Cuando nos hacen esa pregunta siempre
escucho la misma respuesta: “porque me gustan los niños”.
Creo que la mejor respuesta es otra
pregunta:
¿A quién no le gustaría trabajar con
angelitos aquí en la Tierra?
Estudiar esta carrera va mucho más
allá de que te gusten los niños. Nos pueden gustar muchas cosas,
así que no me parece una razón, aunque es mucho mejor que otras
como “no me daba la nota para otra cosa”.
Educar a un niño también supone
amarlo. Es muy fácil ser maestro cuando todos los niños son
adorables y siempre te hacen reír, pero el quererlos implica no
abandonar ni perder la ilusión a pesar de tener situaciones en las
que haya niños con problemas. Ser profesor es tener un título,
empezar tu jornada laboral y al terminarla ir a casa. Pero ser
maestro es amar verdaderamente lo que haces (e incluso tener una jornada laboral de 24 horas). No enseñamos el
camino, enseñamos a buscar cómo explorarlo.

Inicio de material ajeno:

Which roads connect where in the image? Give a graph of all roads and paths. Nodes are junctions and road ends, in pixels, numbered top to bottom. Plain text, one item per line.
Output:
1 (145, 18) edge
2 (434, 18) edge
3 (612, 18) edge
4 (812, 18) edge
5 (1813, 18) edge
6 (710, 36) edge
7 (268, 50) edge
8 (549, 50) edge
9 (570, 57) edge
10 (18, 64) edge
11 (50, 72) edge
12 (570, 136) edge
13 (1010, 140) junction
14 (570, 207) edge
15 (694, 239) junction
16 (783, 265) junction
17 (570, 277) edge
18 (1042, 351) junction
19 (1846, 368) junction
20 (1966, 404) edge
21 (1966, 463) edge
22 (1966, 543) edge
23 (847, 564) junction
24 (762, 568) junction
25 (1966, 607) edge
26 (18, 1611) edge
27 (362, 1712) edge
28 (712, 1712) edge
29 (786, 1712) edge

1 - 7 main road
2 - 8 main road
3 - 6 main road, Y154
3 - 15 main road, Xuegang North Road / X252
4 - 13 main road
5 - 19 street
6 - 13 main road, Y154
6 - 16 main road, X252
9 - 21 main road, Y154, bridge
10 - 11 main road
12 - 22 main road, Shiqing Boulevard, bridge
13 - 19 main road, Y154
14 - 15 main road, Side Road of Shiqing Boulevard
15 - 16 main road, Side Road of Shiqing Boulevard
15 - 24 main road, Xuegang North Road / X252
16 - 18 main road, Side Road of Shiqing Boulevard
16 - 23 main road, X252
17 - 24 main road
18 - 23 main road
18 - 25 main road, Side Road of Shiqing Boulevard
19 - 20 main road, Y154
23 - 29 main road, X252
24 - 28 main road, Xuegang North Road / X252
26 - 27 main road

En educación infantil enseñamos las
bases de la vida: compartir, no pegar a la gente, ordenar las cosas
cuando las terminamos de usar, lavarnos las manos antes de comer y
los dientes después, pedir perdón, dibujar cosas bonitas
intentando no salirse de los bordes, darle la mano a mamá y a papá
cuando cruzamos la carretera, jugar, cantar, respetar la fila, pedir
prestadas las cosas de mis amigos, dar los buenos días todas las
mañanas, resolver mis propios líos... y tener curiosidad. Lo
primero que aprendemos es a mirar; todo lo que necesitamos saber lo
encontramos mirando. Está ahí, en alguna parte.
Los niños quieren
aprender todo y los mayores han perdido su curiosidad.

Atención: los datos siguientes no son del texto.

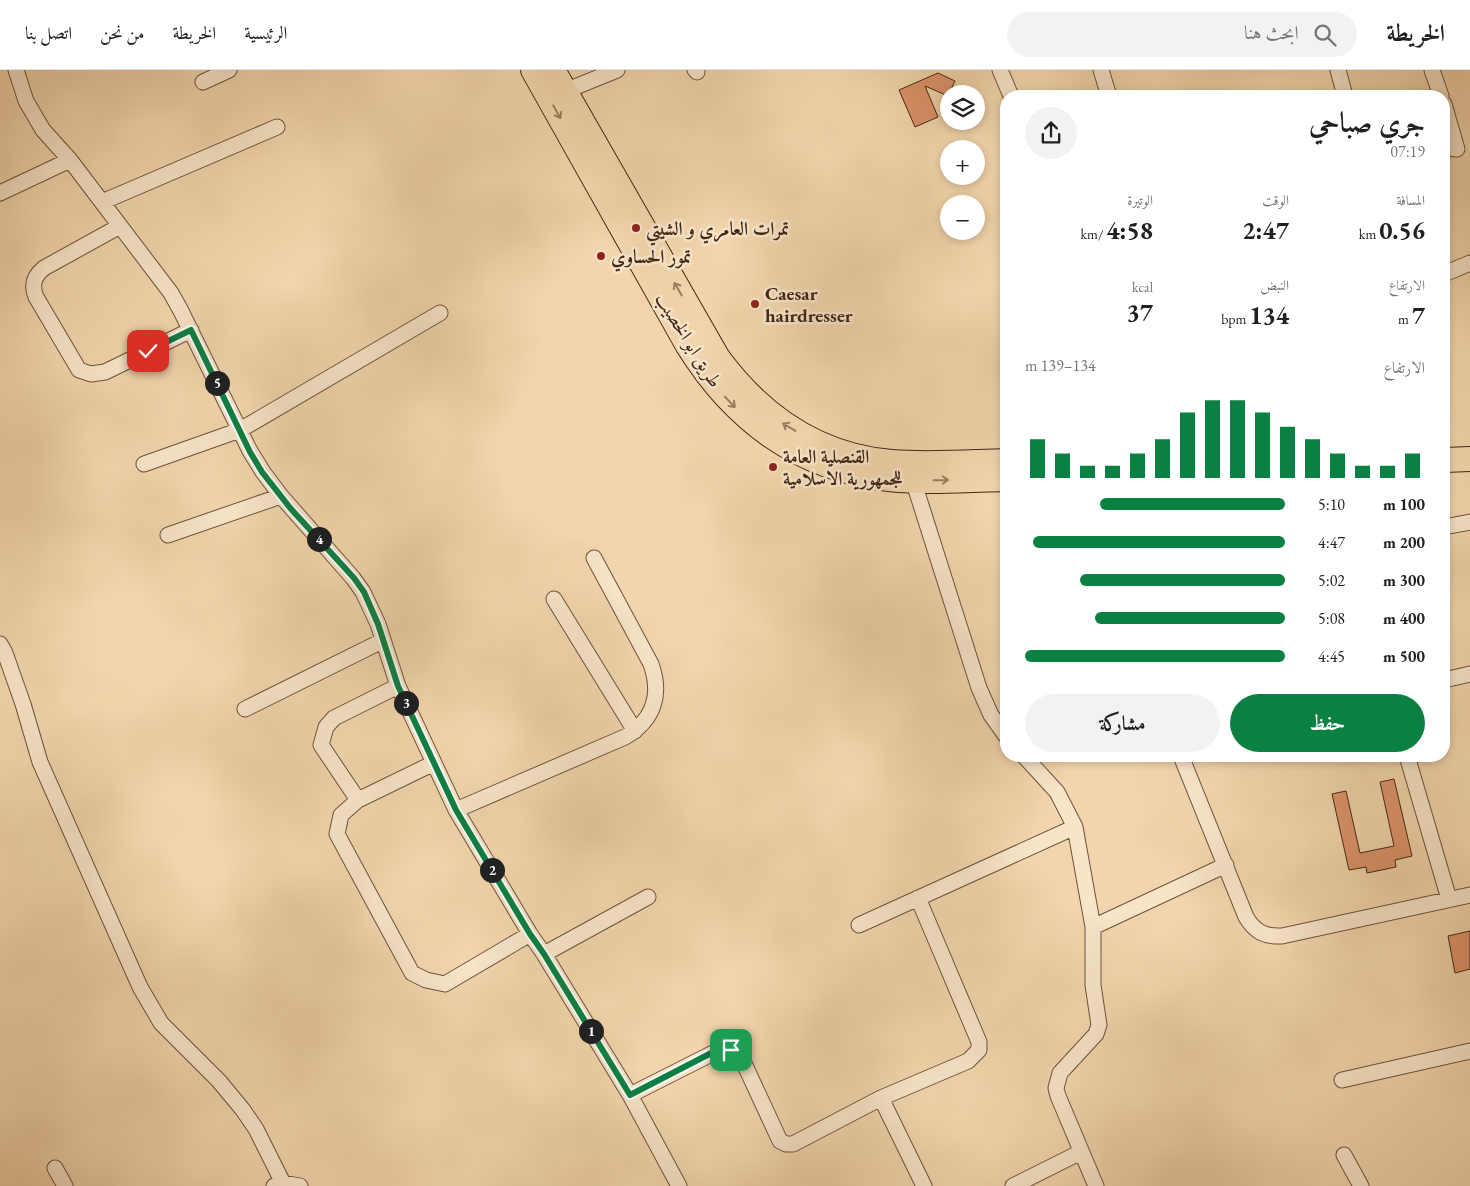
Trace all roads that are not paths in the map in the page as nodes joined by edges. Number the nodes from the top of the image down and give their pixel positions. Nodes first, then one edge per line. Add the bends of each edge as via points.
1 (16, 70) edge
2 (229, 70) edge
3 (533, 70) edge
4 (553, 70) edge
5 (617, 70) edge
6 (1000, 70) edge
7 (1100, 70) edge
8 (1338, 70) edge
9 (1432, 70) edge
10 (203, 82) dead end
11 (1008, 90) edge
12 (1107, 90) edge
13 (1343, 90) edge
14 (1439, 90) edge
15 (565, 91) junction
16 (1450, 125) edge
17 (277, 127) dead end
18 (1450, 148) edge
19 (70, 160) junction
20 (0, 193) edge
21 (102, 202) junction
22 (120, 226) junction
23 (1470, 263) edge
24 (1450, 271) edge
25 (440, 313) dead end
26 (191, 330) junction
27 (240, 430) junction
28 (1470, 459) edge
29 (1450, 460) edge
30 (1000, 461) edge
31 (144, 464) dead end
32 (1450, 475) edge
33 (1470, 475) edge
34 (1000, 479) edge
35 (914, 480) junction
36 (281, 496) junction
37 (1470, 522) edge
38 (1450, 526) edge
39 (168, 535) dead end
40 (594, 558) dead end
41 (554, 599) dead end
42 (382, 640) junction
43 (0, 644) edge
44 (1470, 674) edge
45 (1450, 679) edge
46 (398, 686) junction
47 (245, 709) dead end
48 (1000, 728) edge
49 (635, 731) junction
50 (1030, 762) edge
51 (1183, 762) edge
52 (1409, 762) edge
53 (434, 763) junction
54 (358, 800) junction
55 (456, 810) junction
56 (1075, 827) junction
57 (1226, 866) junction
58 (1470, 895) edge
59 (648, 896) dead end
60 (918, 898) junction
61 (1449, 899) junction
62 (859, 925) dead end
63 (1093, 927) junction
64 (530, 934) junction
65 (544, 954) junction
66 (1470, 1051) edge
67 (1342, 1080) dead end
68 (630, 1095) junction
69 (881, 1098) junction
70 (1081, 1152) junction
71 (1344, 1155) dead end
72 (55, 1168) dead end
73 (278, 1185) edge
74 (65, 1186) edge
75 (300, 1186) edge
76 (679, 1186) edge
77 (924, 1186) edge
78 (1013, 1186) edge
79 (1096, 1186) edge
80 (1360, 1186) edge

1 - 19 street via 34,116
2 - 10 street
3 -> 35 main road, طريق ابو الخصيب via 688,346 716,387 752,422 809,457 864,475
4 - 15 main road, طريق ابو الخصيب
5 - 15 street
6 - 11 street
7 - 12 street
8 - 13 street
9 - 14 street
30 -> 15 main road, طريق ابو الخصيب via 914,463 868,458 810,439 764,410 718,358
16 - 18 street via 1457,149
17 - 21 street
19 - 20 street
19 - 21 street
21 - 22 street
22 - 26 street via 171,293
22 - 26 street via 44,268 38,272 33,284 36,298 79,370 91,374 105,372
23 - 24 street
25 - 27 street
26 - 27 street
27 - 31 street
27 - 36 street via 262,472
28 - 29 main road
32 - 33 main road
35 -> 34 main road, طريق ابو الخصيب
35 - 48 street via 979,688
36 - 39 street
36 - 42 street via 364,592
37 - 38 street
40 - 49 street via 655,674 654,706
41 - 49 street
42 - 46 street
42 - 47 street
43 - 73 street via 23,704 40,762 140,987 161,1022 243,1110 256,1129
44 - 45 street
46 - 53 street
46 - 54 street via 334,718 326,727 321,745
49 - 55 street
50 - 56 street via 1057,792
51 - 57 street
52 - 61 street
53 - 54 street
53 - 55 street
54 - 64 street via 341,815 338,834 412,973 445,984
55 - 64 street
56 - 60 street
56 - 63 street
57 - 61 street via 1246,917 1260,933 1271,937
57 - 63 street
58 - 61 street
59 - 65 street
60 - 62 street
60 - 69 street via 979,1042 979,1050 968,1061
63 - 70 street via 1093,986 1099,1025 1096,1034 1060,1073 1056,1088
64 - 65 street
65 - 68 street
66 - 67 street
68 - 69 street via 721,1048 731,1050 742,1060 780,1141 786,1144 793,1144
68 - 76 street
69 - 77 street
70 - 78 street
70 - 79 street
71 - 80 street
72 - 74 street
73 - 75 street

Lleva todo eso al mundo adulto: tienes
la capacidad de resolver tus líos y de poner las cosas en su sitio.
No importa la edad, siempre es mejor salir al mundo agarrado de la
mano y estar junto a alguien.
Ser maestro de educación infantil es
tener el poder de formar la base de las personas... y de dar todo el
amor del mundo a quien quizá no te recuerde con el paso de los años,
pero que nunca olvidará que debe respetar una fila o que tiene que pintar sin salir de
los bordes.
***
Hace mucho tiempo, me enseñaron que
las caricias consuelan las penas. Nunca olvidaré a esa maestra que
acariciaba mi carita cuando le pregunté por qué no me habían traído
mi premio, mientras ella me explicaba que quien lo debía traer había
fallado.
… pero ya no recuerdo su rostro.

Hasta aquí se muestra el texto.